→ **What is needed**: With the pictures omitted, print exactly the lines below, from the one containing "ring dip: (1085, 801)" through the one containing "pinky dip: (354, 278)", and nothing else.

Bounding box coordinate data
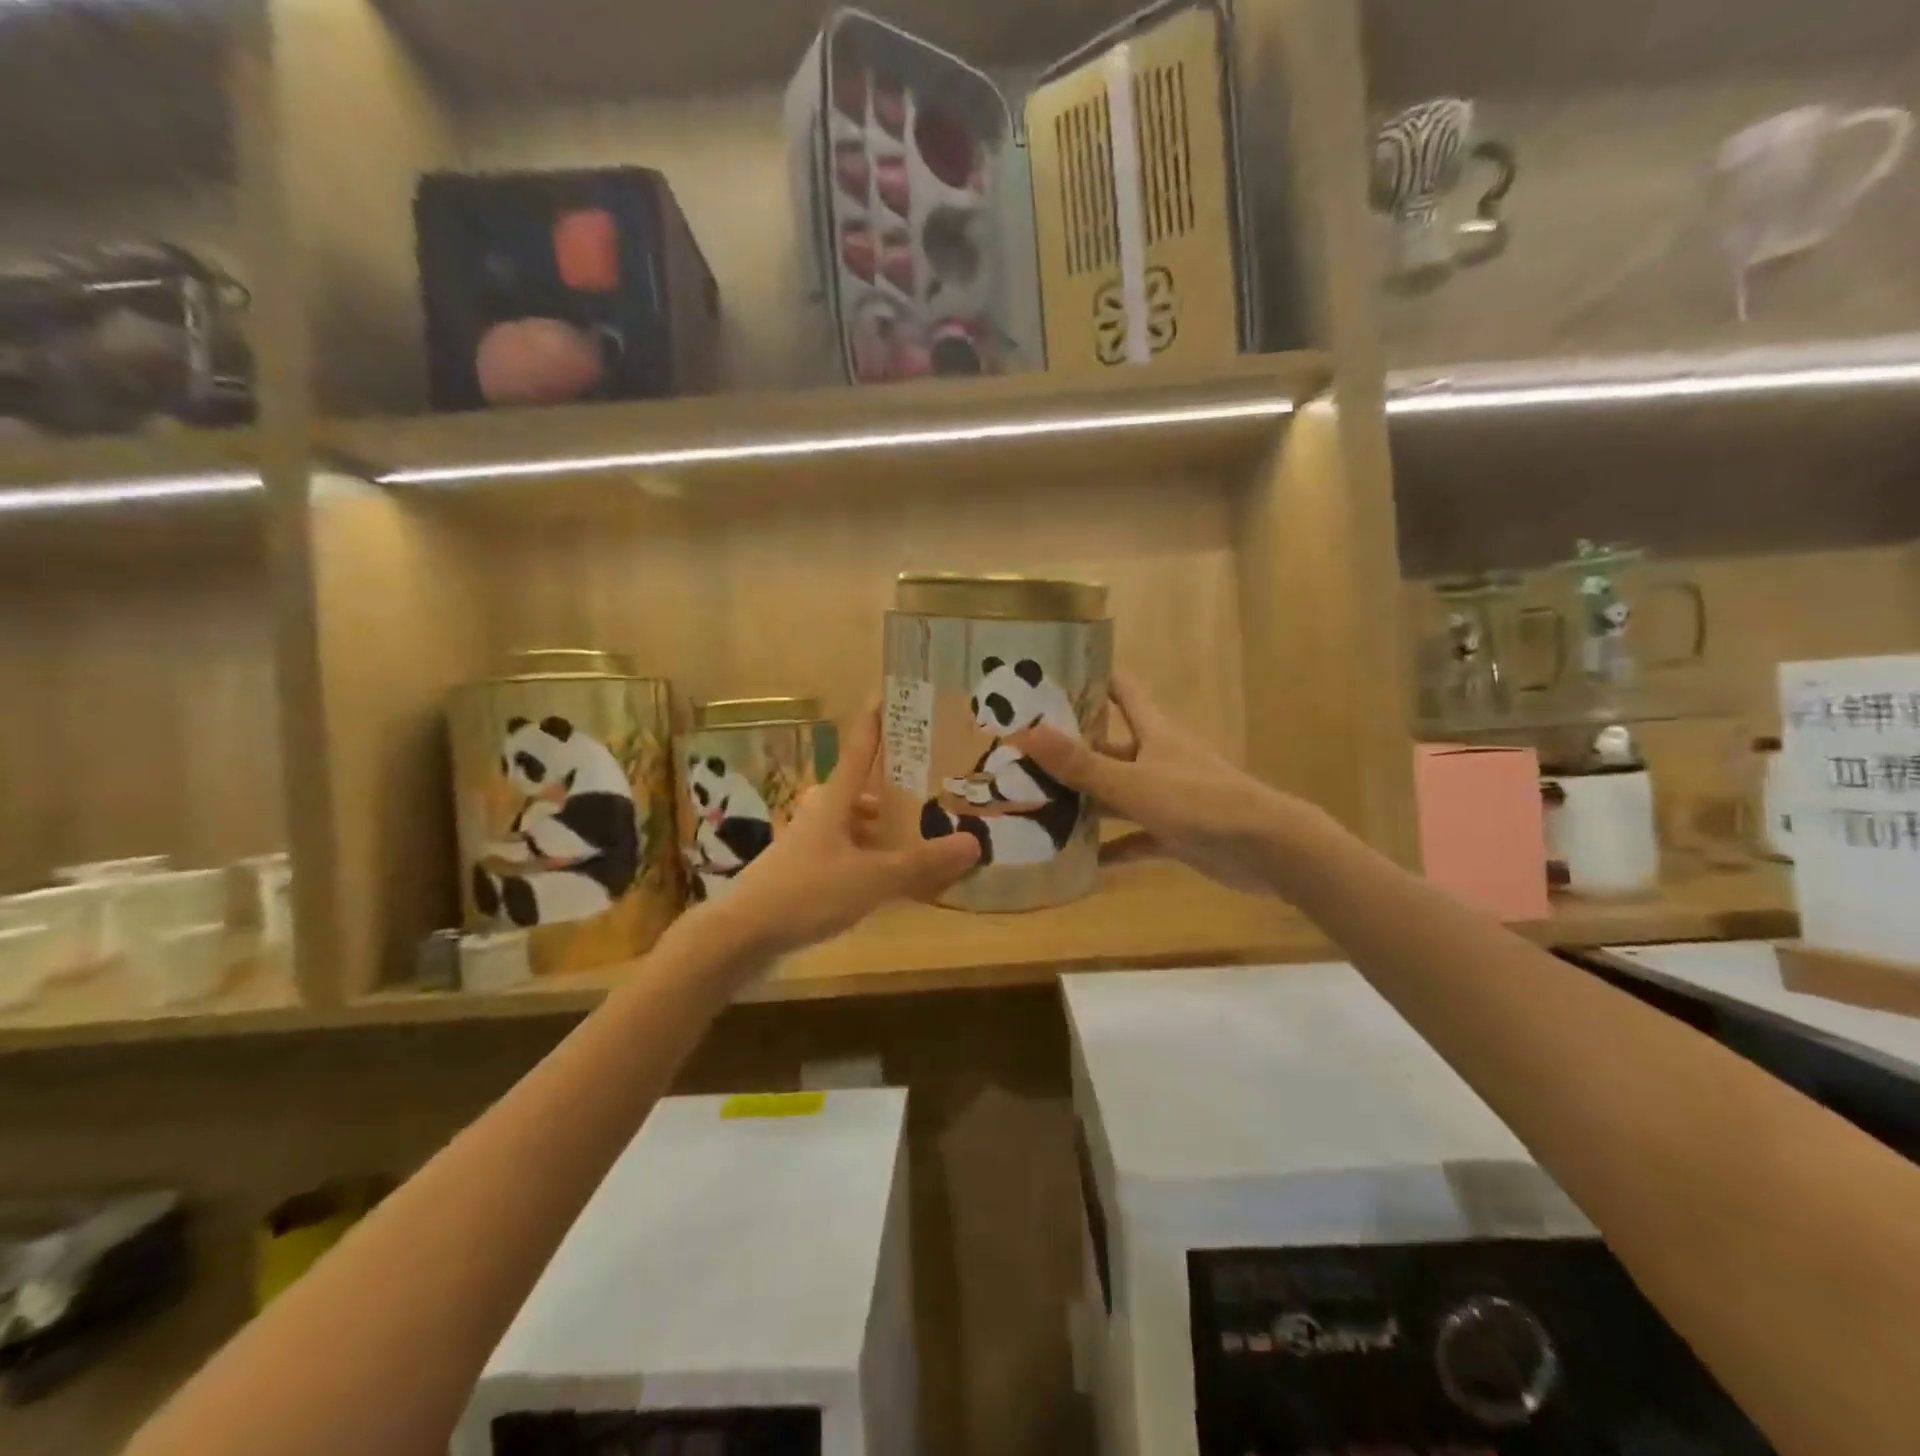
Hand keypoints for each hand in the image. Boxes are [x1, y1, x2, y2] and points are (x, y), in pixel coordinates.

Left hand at [714, 703, 979, 957]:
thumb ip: (921, 862)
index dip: (874, 724)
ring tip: (916, 838)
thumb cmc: (808, 892)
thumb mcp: (872, 878)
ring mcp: (808, 844)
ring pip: (851, 824)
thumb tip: (974, 842)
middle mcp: (820, 814)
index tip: (885, 694)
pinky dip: (868, 857)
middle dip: (890, 788)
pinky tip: (886, 879)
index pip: (859, 751)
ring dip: (880, 827)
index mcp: (834, 801)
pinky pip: (845, 853)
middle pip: (858, 790)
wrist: (744, 934)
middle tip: (927, 789)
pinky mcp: (803, 872)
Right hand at [1020, 672, 1302, 895]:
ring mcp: (1168, 797)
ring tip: (1036, 806)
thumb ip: (1080, 763)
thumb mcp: (1132, 781)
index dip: (1093, 682)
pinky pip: (1134, 838)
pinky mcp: (1175, 834)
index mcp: (1154, 732)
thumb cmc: (1199, 801)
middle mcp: (1158, 759)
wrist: (1267, 849)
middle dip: (1072, 751)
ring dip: (1085, 801)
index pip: (1123, 692)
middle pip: (1110, 747)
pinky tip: (1079, 859)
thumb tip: (1025, 732)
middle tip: (1022, 755)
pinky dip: (1111, 847)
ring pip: (1118, 794)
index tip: (1052, 682)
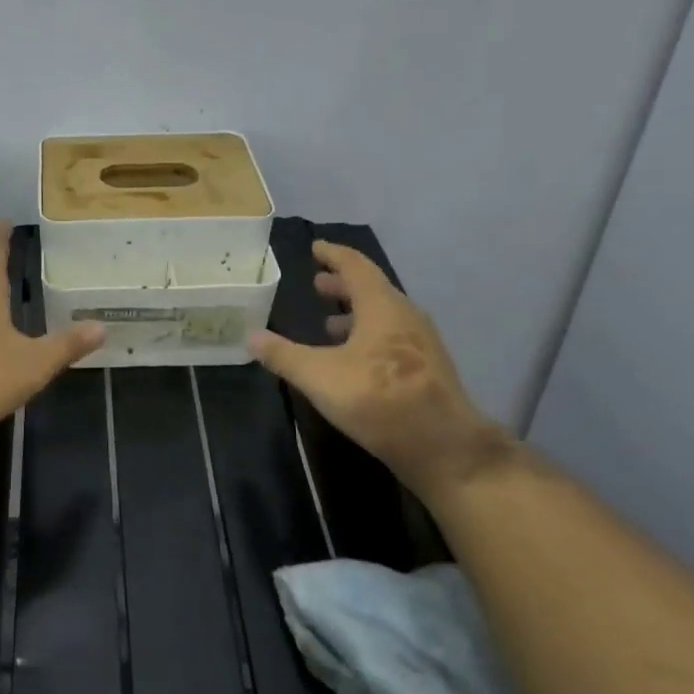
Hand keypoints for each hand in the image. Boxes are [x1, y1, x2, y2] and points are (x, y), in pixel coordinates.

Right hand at [247, 241, 507, 497]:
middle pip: (372, 289)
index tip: (316, 248)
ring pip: (384, 316)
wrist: (442, 445)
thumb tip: (251, 337)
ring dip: (356, 313)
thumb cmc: (377, 397)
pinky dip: (368, 335)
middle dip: (343, 285)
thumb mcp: (318, 376)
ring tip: (329, 323)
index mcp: (381, 306)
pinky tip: (353, 358)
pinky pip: (392, 337)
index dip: (333, 255)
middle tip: (318, 284)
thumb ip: (283, 355)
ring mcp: (421, 343)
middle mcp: (405, 316)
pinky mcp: (427, 369)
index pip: (356, 266)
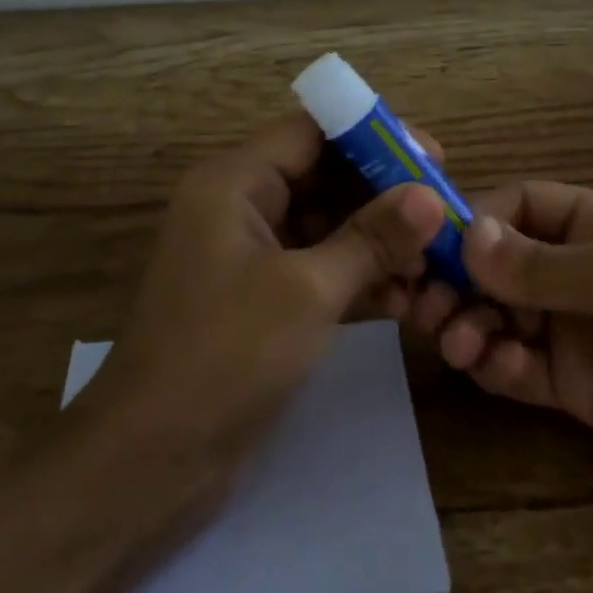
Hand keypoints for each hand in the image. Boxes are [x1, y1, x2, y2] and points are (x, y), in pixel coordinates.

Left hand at [83, 114, 447, 476]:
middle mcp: (237, 206)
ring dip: (375, 243)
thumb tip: (431, 196)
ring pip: (323, 226)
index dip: (374, 138)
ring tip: (431, 268)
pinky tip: (400, 303)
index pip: (312, 132)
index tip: (434, 160)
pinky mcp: (257, 300)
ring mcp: (245, 256)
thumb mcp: (307, 290)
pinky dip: (354, 278)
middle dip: (382, 196)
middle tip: (443, 218)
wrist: (150, 460)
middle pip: (321, 176)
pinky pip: (314, 268)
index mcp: (233, 182)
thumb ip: (371, 239)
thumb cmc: (225, 355)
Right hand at [404, 181, 592, 528]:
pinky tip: (496, 370)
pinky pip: (519, 367)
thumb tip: (467, 239)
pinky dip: (497, 365)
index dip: (474, 224)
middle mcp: (582, 271)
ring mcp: (578, 331)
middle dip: (461, 282)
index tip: (433, 252)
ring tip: (460, 345)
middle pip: (500, 265)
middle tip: (425, 308)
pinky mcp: (577, 389)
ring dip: (471, 324)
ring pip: (501, 316)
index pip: (519, 207)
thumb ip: (543, 264)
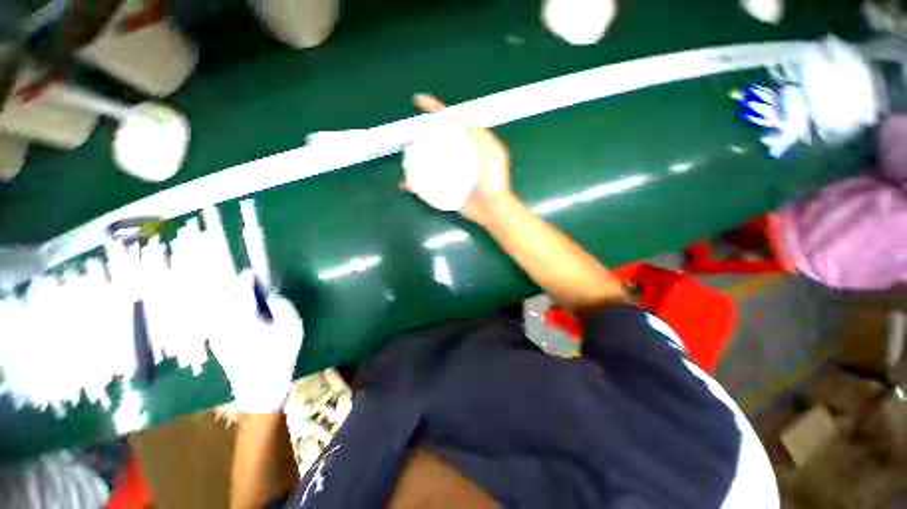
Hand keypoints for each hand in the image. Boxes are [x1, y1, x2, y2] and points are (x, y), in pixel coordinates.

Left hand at [210, 270, 303, 413]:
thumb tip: (270, 295)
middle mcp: (223, 322)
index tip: (252, 272)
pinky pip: (217, 318)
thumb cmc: (279, 354)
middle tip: (243, 281)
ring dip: (226, 297)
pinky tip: (238, 315)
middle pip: (221, 296)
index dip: (246, 278)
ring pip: (216, 307)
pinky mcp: (217, 342)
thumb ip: (282, 305)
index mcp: (241, 317)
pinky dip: (225, 310)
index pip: (239, 289)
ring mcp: (217, 333)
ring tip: (240, 295)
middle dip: (231, 286)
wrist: (260, 387)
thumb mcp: (291, 326)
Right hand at [407, 94, 515, 225]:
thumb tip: (457, 116)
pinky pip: (427, 182)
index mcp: (470, 144)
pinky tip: (407, 183)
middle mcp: (458, 155)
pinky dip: (416, 182)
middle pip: (437, 139)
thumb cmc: (494, 181)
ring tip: (405, 157)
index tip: (420, 102)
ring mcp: (450, 171)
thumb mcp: (493, 152)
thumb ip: (478, 133)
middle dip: (422, 133)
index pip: (452, 122)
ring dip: (415, 158)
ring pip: (429, 159)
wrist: (490, 209)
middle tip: (409, 134)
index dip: (436, 109)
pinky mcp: (445, 187)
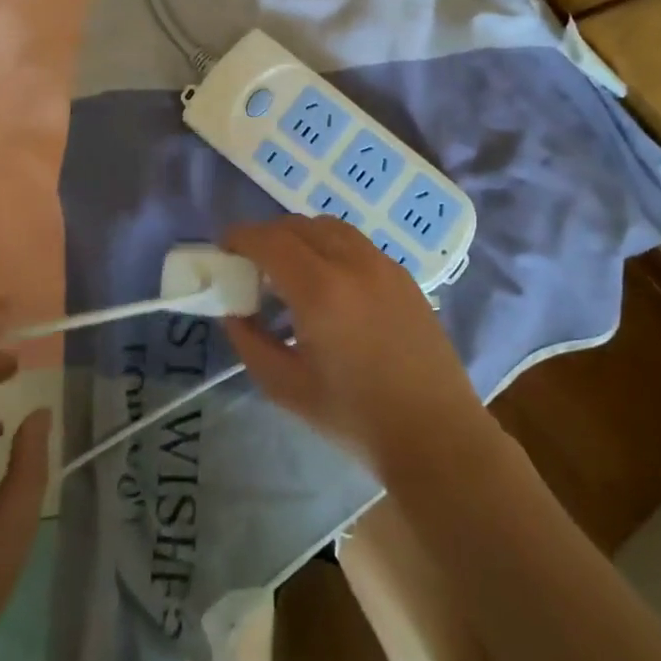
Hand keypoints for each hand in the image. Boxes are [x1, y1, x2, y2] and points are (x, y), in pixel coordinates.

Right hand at [221, 216, 490, 483]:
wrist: (435, 434)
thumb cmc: (355, 417)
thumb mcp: (287, 388)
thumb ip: (251, 342)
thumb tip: (234, 312)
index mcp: (320, 290)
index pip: (270, 240)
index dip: (241, 237)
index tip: (225, 249)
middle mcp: (352, 263)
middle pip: (299, 225)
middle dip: (268, 236)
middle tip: (253, 264)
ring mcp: (383, 265)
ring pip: (331, 227)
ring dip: (302, 236)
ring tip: (291, 270)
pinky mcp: (404, 276)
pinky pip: (357, 244)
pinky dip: (331, 247)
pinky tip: (331, 283)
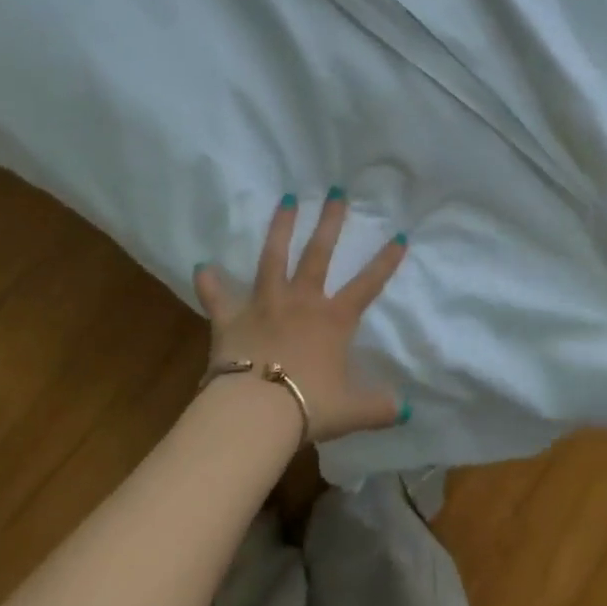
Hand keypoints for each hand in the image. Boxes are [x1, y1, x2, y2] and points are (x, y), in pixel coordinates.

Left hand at [194, 191, 409, 443]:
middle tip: (335, 192)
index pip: (367, 285)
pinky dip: (210, 283)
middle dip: (329, 222)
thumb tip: (404, 411)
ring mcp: (264, 305)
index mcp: (332, 321)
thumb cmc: (308, 407)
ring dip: (280, 228)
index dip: (385, 261)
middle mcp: (301, 302)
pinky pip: (218, 297)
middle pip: (318, 254)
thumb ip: (377, 408)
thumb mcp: (351, 411)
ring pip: (273, 258)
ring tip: (286, 200)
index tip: (399, 235)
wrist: (256, 413)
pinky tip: (202, 266)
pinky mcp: (231, 318)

→ **Result for this exercise**:
ring dip: (1085, 801)
index pip: (1123, 692)
middle pip: (1110, 747)
pinky tip: (1079, 859)
thumb tip: (1025, 732)
middle tip: (1022, 755)
pinky dip: (1111, 847)
ring pip: (1118, 794)
index tip: (1052, 682)
Hand keypoints for each hand in the image. Boxes are [x1, y1, x2, y2] and points are (x, y), in pixel coordinates.

Right hand at [247, 241, 507, 497]:
middle pip: (372, 289)
index tip: (316, 248)
ring pip: (384, 316)
wrist: (442, 445)
thumb tip: (251, 337)
ring dip: (356, 313)
thumb cmc: (377, 397)
pinky dip: (368, 335)
middle dip: (343, 285)
thumb mcp: (318, 376)
ring tip: (329, 323)
index mcp: (381, 306)
pinky tip: (353, 358)
pinky pip: (392, 337)
index dip: (333, 255)
middle tip: (318, 284)
thumb ip: (283, 355)
ring mcp: (421, 343)
middle mcp: (405, 316)
pinky mcp: (427, 369)
index pip: (356, 266)
Hand keypoints for each hand in the image. Boxes are [x1, y1, x2, y2] and points are (x, y), in pixel coordinates.

Left hand at [83, 114, 447, 476]:
middle mcp: (237, 206)
ring dip: (375, 243)
thumb tip: (431, 196)
ring pip: (323, 226)
index dip: (374, 138)
ring tip: (431, 268)
pinky tip: (400, 303)
index pip: (312, 132)
index tip: (434, 160)
pinky mcp: (257, 300)
ring mcp: (245, 256)
thumb mcp: (307, 290)
pinky dip: (354, 278)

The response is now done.